Since such BIO may be the first write BIO issued to a zone with no
on-going write, modify disk_zone_wplug_add_bio() to schedule the zone
write plug BIO work if the write plug is not already marked with the
BLK_ZONE_WPLUG_PLUGGED flag.
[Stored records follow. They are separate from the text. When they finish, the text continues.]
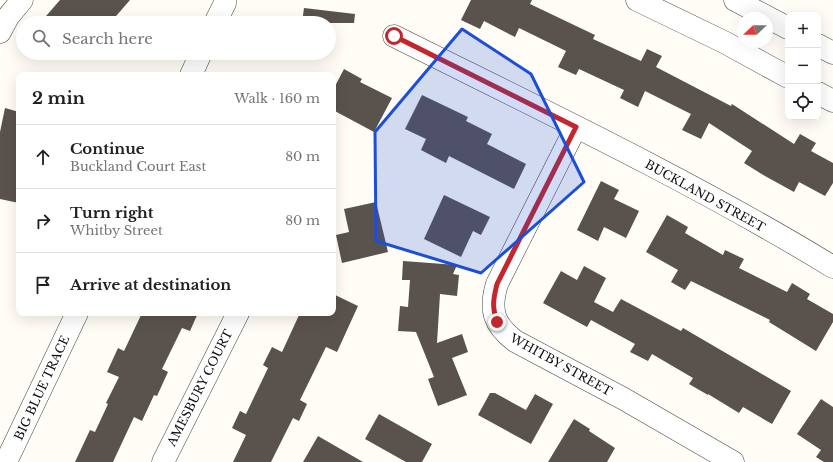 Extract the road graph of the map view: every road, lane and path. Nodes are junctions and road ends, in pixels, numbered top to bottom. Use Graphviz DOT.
graph roads {
  1 [pos="22,0"];
  2 [pos="637,0"];
  3 [pos="736,0"];
  4 [pos="226,1"];
  5 [pos="218,16"];
  6 [pos="785,26"];
  7 [pos="0,32"];
  8 [pos="394,36"];
  9 [pos="821,47"];
  10 [pos="833,53"];
  11 [pos="198,60"];
  12 [pos="192,72"];
  13 [pos="785,75"];
  14 [pos="821,95"];
  15 [pos="833,101"];
  16 [pos="576,127"];
  17 [pos="833,267"];
  18 [pos="76,316"];
  19 [pos="236,316"];
  20 [pos="6,462"];
  21 [pos="163,462"];
  22 [pos="733,462"];
  1 -- 7 [label="street"];
  2 -- 13 [label="street"];
  3 -- 6 [label="street"];
  4 -- 5 [label="street"];
  8 -- 16 [label="street, BUCKLAND STREET"];
  9 -- 10 [label="street"];
  11 -- 12 [label="street"];
  14 -- 15 [label="street"];
  16 -- 17 [label="street, BUCKLAND STREET"];
  16 -- 22 [label="street, WHITBY STREET"];
  18 -- 20 [label="street, BIG BLUE TRACE"];
  19 -- 21 [label="street, AMESBURY COURT"];
}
This scheduling is otherwise not necessary
as the completion of the on-going write for the zone will schedule the
execution of the next plugged BIOs.

blk_zone_wplug_handle_write() is also fixed to better handle zone write
plug allocation failures for REQ_NOWAIT BIOs by failing a write BIO
using bio_wouldblock_error() instead of bio_io_error().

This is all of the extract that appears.